A NICE DAY FOR A FROLIC
Seems like not so long ago that a class of sharp-witted grade school students at Western Reserve Elementary School asked us a question, one which seemed simple but is deceptively complex. Inquisitive kids that they are, they wanted to know whether it would be an act of theft for the owner of an apple tree to go onto neighboring property to retrieve apples fallen from the owner’s tree.
Turns out it’s a darn good question. Not much has been decided on this, requiring us to read an 1870 New York case for an answer. In that decision, a logger lost his logs in a flood. They came to rest on the riverbank, making a mess of the riverbank owner’s land. A fast talker convinced the log owner to let him negotiate with the landowner, pay the guy’s damages, and retrieve the logs. He made a deal with the landowner and hauled the logs away, but he never made the promised payment. The Court ordered the logger to pay the damages, holding that the owner of property that ends up on the lands of another has a choice: abandon the property and have no liability to the landowner, or retrieve the property and pay for any damages caused by the property’s coming to rest.
Of interest to our intrepid 6th graders (after whether someone is going to help pay for their lunches) was this: the Court noted in passing that it was settled law that one whose fruit falls or is blown upon his neighbor’s ground doesn’t lose ownership, but instead “may lawfully enter upon the premises to recapture his property.”
There you go, sixth grade! Who says adults don’t listen to you? And as for the rest of us, isn’t it curious how contrary the holding is to the Massachusetts Rule of self-help, which was handed down some 55 years later? And at the same time, isn’t it interesting how consistent the New York court’s decision is with the North Dakota Supreme Court opinion in Herring v. Lisbon, that the portion of the tree overhanging a neighbor’s land still belongs to the tree’s owner, thus imposing on the owner a duty to ensure that the tree does not cause harm.
Sheldon v. Sherman, 3 Hand 484, 42 N.Y. 484, 1870 WL 7733 (Ct.App.N.Y. 1870), 1 Am.Rep. 569. Sherman’s logs were swept away in a spring flood on the Hudson River, coming to rest on Sheldon’s property where — Sheldon complained — they caused significant damage. A third party, Mayo Pond, told Sherman he’d pay Sheldon’s damages, have the logs cut into lumber and deliver the boards to Sherman for a set fee. But then the double-dealing Pond told Sheldon he was an agent for Sherman in settling the damages and that Sherman would pay the damages agreed upon. This was news to Sherman, who refused to pay the damages because he already had a deal with Pond that Pond would pay. Landowner Sheldon sued log owner Sherman for the agreed-upon damages, and the trial court found for Sheldon. Sherman appealed.
Held: Sherman was up a creek without a paddle. The Court of Appeals — New York’s highest court — held that Sherman had a choice.
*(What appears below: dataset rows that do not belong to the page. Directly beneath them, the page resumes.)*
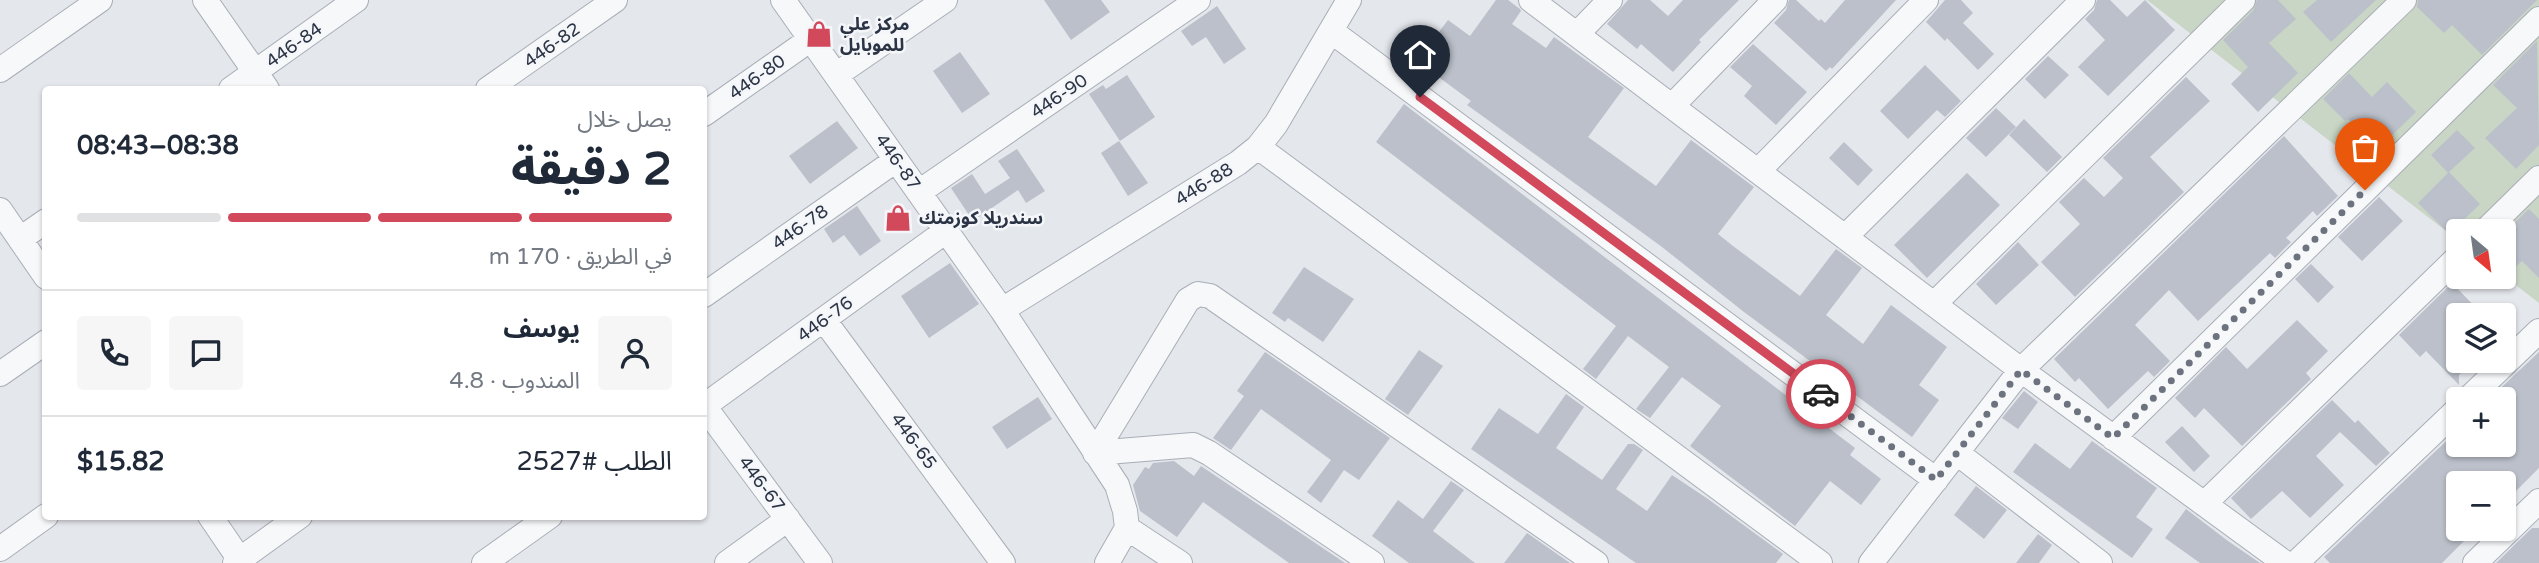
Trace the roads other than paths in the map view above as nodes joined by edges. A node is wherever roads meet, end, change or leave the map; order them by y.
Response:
1 (100, 0) edge
2 (205, 0) edge
3 (356, 0) edge
4 (615, 0) edge
5 (783, 0) edge
6 (945, 0) edge
7 (1198, 0) edge
8 (1349, 0) edge
9 (1531, 0) edge
10 (1610, 0) edge
11 (1775, 0) edge
12 (1926, 0) edge
13 (2083, 0) edge
14 (2243, 0) edge
15 (2404, 0) edge
16 (2539, 19) edge
17 (1331, 31) junction
18 (1577, 34) junction
19 (811, 39) junction
20 (0, 70) edge
21 (836, 75) junction
22 (261, 81) edge
23 (242, 86) edge
24 (492, 86) edge
25 (1672, 106) junction
26 (707, 112) edge
27 (1258, 147) junction
28 (896, 160) junction
29 (1758, 171) junction
30 (2539, 178) edge
31 (919, 192) junction
32 (0, 210) edge
33 (2497, 219) edge
34 (42, 223) edge
35 (946, 231) junction
36 (1845, 237) junction
37 (20, 239) junction
38 (2446, 269) edge
39 (42, 271) edge
40 (707, 293) edge
41 (1934, 304) junction
42 (1002, 310) junction
43 (824, 320) junction
44 (2539, 331) edge
45 (42, 345) edge
46 (2021, 370) junction
47 (0, 374) edge
48 (2481, 387) edge
49 (707, 404) edge
50 (707, 410) edge
51 (2446, 420) edge
52 (2113, 438) junction
53 (1095, 453) junction
54 (1957, 453) junction
55 (1936, 480) junction
56 (2539, 501) edge
57 (2204, 504) junction
58 (42, 519) edge
59 (788, 519) junction
60 (212, 520) edge
61 (294, 520) edge
62 (544, 520) edge
63 (1127, 528) junction
64 (0, 549) edge
65 (237, 561) edge
66 (484, 563) edge
67 (727, 563) edge
68 (820, 563) edge
69 (1003, 563) edge
70 (1107, 563) edge
71 (1180, 563) edge
72 (1372, 563) edge
73 (1596, 563) edge
74 (1820, 563) edge
75 (1871, 563) edge
76 (2100, 563) edge
77 (2285, 563) edge
78 (2296, 563) edge
79 (2475, 563) edge

1 - 20 street
2 - 22 street
3 - 22 street, 446-84
4 - 24 street, 446-82
5 - 19 street, 446-87
6 - 21 street
7 - 31 street, 446-90
8 - 17 street, 446-88
9 - 18 street
10 - 18 street
11 - 25 street
12 - 29 street
13 - 36 street
14 - 41 street
15 - 46 street
16 - 52 street
17 - 27 street, 446-88
17 - 55 street
18 - 25 street
19 - 21 street, 446-87
19 - 26 street, 446-80
21 - 28 street, 446-87
22 - 23 street, 446-84
25 - 29 street
27 - 42 street, 446-88
27 - 74 street
28 - 31 street, 446-87
28 - 40 street, 446-78
29 - 36 street
30 - 33 street
31 - 35 street, 446-87
32 - 37 street
34 - 37 street
35 - 42 street, 446-87
35 - 43 street, 446-76
36 - 41 street
37 - 39 street
38 - 57 street
41 - 46 street
42 - 53 street, 446-87
43 - 49 street, 446-76
43 - 69 street, 446-65
44 - 48 street
45 - 47 street
46 - 52 street
46 - 54 street
50 - 59 street, 446-67
51 - 78 street
52 - 57 street
53 - 63 street, 446-87
53 - 72 street
53 - 73 street
54 - 55 street
54 - 76 street
55 - 75 street
56 - 79 street
57 - 77 street
58 - 64 street
59 - 67 street
59 - 68 street, 446-67
60 - 65 street
61 - 65 street
62 - 66 street
63 - 70 street
63 - 71 street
One whose property ends up on the lands of another by an inevitable accident (such as a flood), without the owner’s fault or negligence, may elect either (1) to abandon the property, in which case he is not liable to the landowner for any injury caused by the property; or (2) to reclaim it, in which case he is obligated to make good to the landowner the damages caused by the property. Here, once Pond agreed with Sherman that he’d settle with the landowner and retrieve the logs. Pond’s authority from Sherman to remove the logs was clear, whatever his right to promise payment might have been. Thus, the law implied the existence of a promise by the log owner to pay damages.
Of interest in the decision is the Court’s discussion of what it called “a large class of cases” in which injury is suffered by a party, but the law gives no redress. The Court said, “If a tree growing upon the land of one is blown down upon the premises of another, and in its fall injures his shrubbery, or his house, or his person, he has no redress against him upon whose land the tree grew. If one builds a dam of such strength that it will give protection against all ordinary floods, the occurrence of an extraordinary flood by which it is carried away, and its remains are lodged upon the premises of the owner below, or by means whereof the dam below is carried away, or the mill building is destroyed, gives no claim against the builder of the dam.” In this case, the Court said, the logs were carried down the river and deposited on Sheldon’s land without fault on the defendant’s part. Thus, Sherman was not responsible for damages, and any promise he might have made to Sheldon to make it good would be unenforceable.
If Sherman chose to abandon his property, he had the right to do, and no one could call him to account. He was not compelled, however, to abandon it, but had the right to reclaim it. The Court said the case was “like one whose fruit falls or is blown upon his neighbor’s ground, the ownership is not thereby lost, but the owner may lawfully enter upon the premises to recapture his property. When he does so reclaim or recapture, his liability to make good the damage done by his property arises. He then becomes responsible. Before he can reclaim or recapture the property thus astray, justice and equity demand that he should make good the injury caused by its deposit and its continuance.”